# [TASK PROMPT]
Reproduce all of the entries below exactly, without images.

+-------+

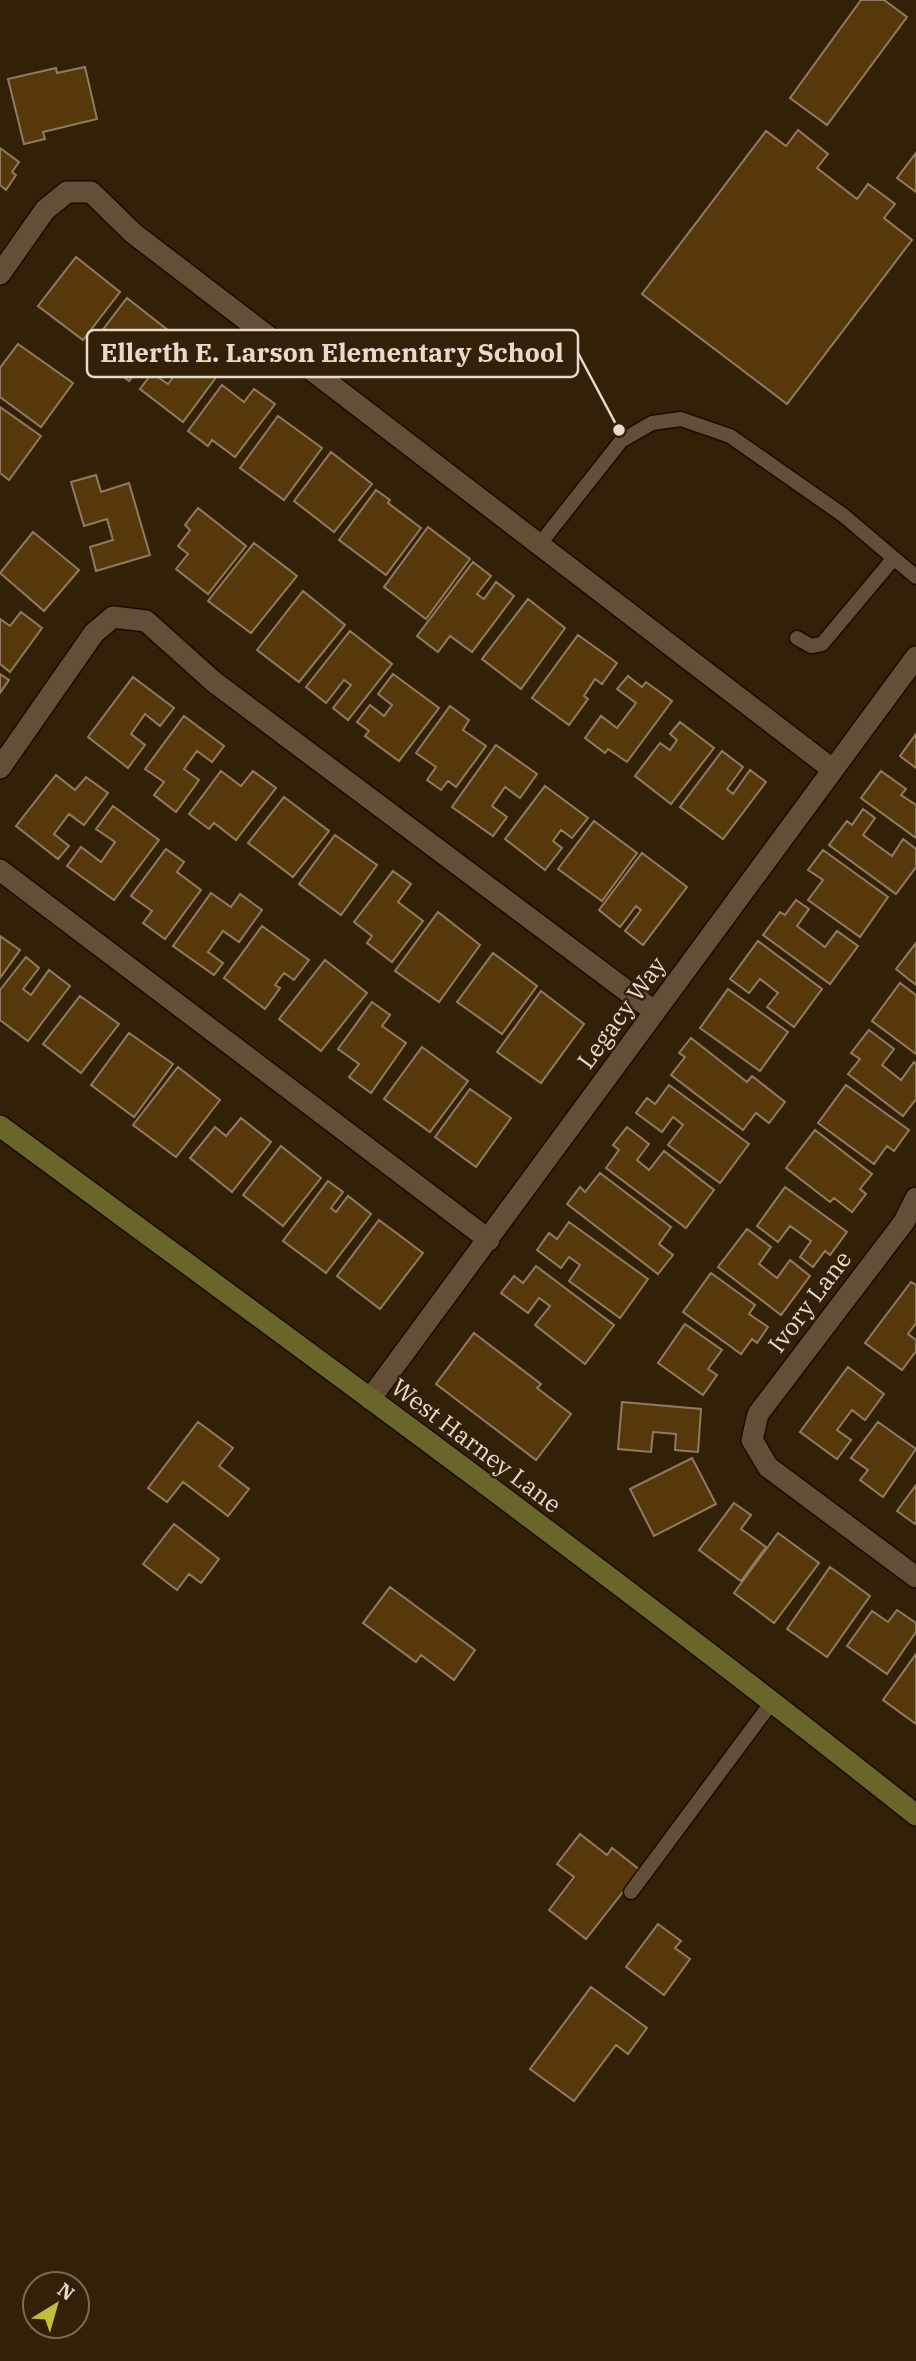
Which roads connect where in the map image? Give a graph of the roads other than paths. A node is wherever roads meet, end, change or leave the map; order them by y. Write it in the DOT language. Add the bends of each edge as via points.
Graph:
graph roads {
  1 [pos="0,274"];
  2 [pos="540,545"];
  3 [pos="894,558"];
  4 [pos="916,577"];
  5 [pos="797,638"];
  6 [pos="916,657"];
  7 [pos="0,768"];
  8 [pos="832,769"];
  9 [pos="0,870"];
  10 [pos="655,1012"];
  11 [pos="0,1126"];
  12 [pos="916,1198"];
  13 [pos="910,1226"];
  14 [pos="489,1240"];
  15 [pos="370,1399"];
  16 [pos="916,1577"];
  17 [pos="772,1702"];
  18 [pos="916,1815"];
  19 [pos="631,1892"];
  1 -- 2 [label="street" via="45,210 67,192 91,192 133,233"];
  2 -- 3 [label="lane" via="621,440 652,423 681,419 730,436 843,515"];
  2 -- 8 [label="street"];
  3 -- 4 [label="lane"];
  3 -- 5 [label="lane" via="822,644 811,646"];
  6 -- 8 [label="street, Legacy Way"];
  7 -- 10 [label="street" via="93,633 113,617 146,621 214,682"];
  8 -- 10 [label="street, Legacy Way"];
  9 -- 14 [label="street"];
  10 -- 14 [label="street, Legacy Way"];
  11 -- 15 [label="main road, West Harney Lane"];
  12 -- 13 [label="street, Ivory Lane"];
  13 -- 16 [label="street, Ivory Lane" via="758,1414 752,1440 768,1467"];
  14 -- 15 [label="street, Legacy Way"];
  15 -- 17 [label="main road, West Harney Lane"];
  17 -- 18 [label="main road, West Harney Lane"];
  17 -- 19 [label="lane"];
}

+-------+

# [ANSWER BOX]
Which roads connect where in the map image? Give a graph of the roads other than paths. A node is wherever roads meet, end, change or leave the map; order them by y. Write it in the DOT language. Add the bends of each edge as via points.
Graph:
graph roads {
  1 [pos="0,274"];
  2 [pos="540,545"];
  3 [pos="894,558"];
  4 [pos="916,577"];
  5 [pos="797,638"];
  6 [pos="916,657"];
  7 [pos="0,768"];
  8 [pos="832,769"];
  9 [pos="0,870"];
  10 [pos="655,1012"];
  11 [pos="0,1126"];
  12 [pos="916,1198"];
  13 [pos="910,1226"];
  14 [pos="489,1240"];
  15 [pos="370,1399"];
  16 [pos="916,1577"];
  17 [pos="772,1702"];
  18 [pos="916,1815"];
  19 [pos="631,1892"];
  1 -- 2 [label="street" via="45,210 67,192 91,192 133,233"];
  2 -- 3 [label="lane" via="621,440 652,423 681,419 730,436 843,515"];
  2 -- 8 [label="street"];
  3 -- 4 [label="lane"];
  3 -- 5 [label="lane" via="822,644 811,646"];
  6 -- 8 [label="street, Legacy Way"];
  7 -- 10 [label="street" via="93,633 113,617 146,621 214,682"];
  8 -- 10 [label="street, Legacy Way"];
  9 -- 14 [label="street"];
  10 -- 14 [label="street, Legacy Way"];
  11 -- 15 [label="main road, West Harney Lane"];
  12 -- 13 [label="street, Ivory Lane"];
  13 -- 16 [label="street, Ivory Lane" via="758,1414 752,1440 768,1467"];
  14 -- 15 [label="street, Legacy Way"];
  15 -- 17 [label="main road, West Harney Lane"];
  17 -- 18 [label="main road, West Harney Lane"];
  17 -- 19 [label="lane"];
}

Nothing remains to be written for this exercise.